Phase two post-circuit breaker could happen before end of June

PHASE two of Singapore's three-phased approach to resume activities safely, post-circuit breaker, could happen before the end of June, said the Multi-Ministry Taskforce on the novel coronavirus on Thursday. 

Singapore will  embark on Phase One of re-opening on Monday, during which more than three quarters of the economy will be expected to resume operations. 

The taskforce said it will monitor the effects of increased activity in this phase, and if community infection rates remain low and stable over the subsequent two weeks, they can decide by the middle of June to proceed with Phase Two. 

Most business activities will be allowed to resume operations in Phase Two, subject to safe-management measures, group size and capacity limits. 

These businesses include retail, food and beverage dine-in, personal health and wellness, as well as home-based services. Sports and other public facilities (such as stadiums and swimming pools) will also be opened. 

Further details on sector-specific safe-management measures will be provided closer to the start of Phase Two. 

Meanwhile, a more cautious approach will be adopted for higher-risk activities, which typically involve large numbers of people interacting with one another, often in enclosed spaces, and over prolonged periods of time. 

These include religious services and congregations; cultural venues such as art galleries, libraries and museums; large-scale events and venues; and entertainment venues such as bars, nightclubs, karaoke outlets, cinemas and theatres. 

Under Phase Two, masks will remain compulsory while outdoors. Small-group social gatherings of up to five persons will be allowed. Within the home, households may receive up to five visitors a day.  

Separately, the taskforce said that with immediate effect, Covid-19 patients who are assessed to be clinically well by Day 21 of the onset of illness can be discharged without the need for further polymerase chain reaction (PCR) tests. 

These patients will then be given leave to remain at home (or place of residence like dormitories) for a further seven days to rest and recover. After Day 28, these recovered individuals can return to work.

These revised discharge criteria will not be applied to patients who have a history of being immuno-compromised. Such patients will still require two negative PCR tests before discharge, as they may still continue to shed viable virus for a prolonged period because of their impaired immunity.

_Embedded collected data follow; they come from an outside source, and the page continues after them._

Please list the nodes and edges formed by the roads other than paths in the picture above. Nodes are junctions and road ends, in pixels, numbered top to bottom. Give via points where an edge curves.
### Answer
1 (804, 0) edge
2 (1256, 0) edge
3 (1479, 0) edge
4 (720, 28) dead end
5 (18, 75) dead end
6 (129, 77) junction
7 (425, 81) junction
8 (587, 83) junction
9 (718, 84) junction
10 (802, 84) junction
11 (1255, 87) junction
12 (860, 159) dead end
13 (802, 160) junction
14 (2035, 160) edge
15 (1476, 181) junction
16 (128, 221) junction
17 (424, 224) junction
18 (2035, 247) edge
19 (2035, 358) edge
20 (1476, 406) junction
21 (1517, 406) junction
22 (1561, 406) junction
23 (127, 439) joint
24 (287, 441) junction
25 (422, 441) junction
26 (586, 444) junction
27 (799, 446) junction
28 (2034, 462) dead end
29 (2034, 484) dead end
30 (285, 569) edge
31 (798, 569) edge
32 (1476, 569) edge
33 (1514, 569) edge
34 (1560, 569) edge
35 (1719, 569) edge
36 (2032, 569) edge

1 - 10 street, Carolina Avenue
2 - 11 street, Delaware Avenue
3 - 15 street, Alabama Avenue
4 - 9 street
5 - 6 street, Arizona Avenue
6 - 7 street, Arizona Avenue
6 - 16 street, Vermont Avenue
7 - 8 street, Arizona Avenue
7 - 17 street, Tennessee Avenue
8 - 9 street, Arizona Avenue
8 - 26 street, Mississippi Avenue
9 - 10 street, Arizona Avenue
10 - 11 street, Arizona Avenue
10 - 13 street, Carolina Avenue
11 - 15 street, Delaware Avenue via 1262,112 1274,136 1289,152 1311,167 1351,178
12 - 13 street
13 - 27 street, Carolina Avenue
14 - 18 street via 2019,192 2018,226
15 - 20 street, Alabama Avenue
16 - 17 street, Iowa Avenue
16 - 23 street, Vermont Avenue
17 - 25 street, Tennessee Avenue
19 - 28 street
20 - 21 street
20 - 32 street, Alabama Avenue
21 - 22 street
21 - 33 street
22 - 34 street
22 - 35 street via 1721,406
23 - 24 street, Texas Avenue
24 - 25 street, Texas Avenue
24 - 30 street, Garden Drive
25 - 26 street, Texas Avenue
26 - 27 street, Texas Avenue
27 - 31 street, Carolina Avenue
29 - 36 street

The taskforce noted that the World Health Organisation has also recommended time-based discharge criteria; specifically, WHO recommends that patients who are clinically well can now be discharged after 10 days from the onset of illness, plus at least three days without respiratory symptoms or fever. 

Internationally, various countries that adopt or recommend a time-based discharge policy include South Korea, the United Kingdom, the United States, Estonia and Ireland. These countries have typically discharged patients after a range of seven to 14 days from onset of symptoms.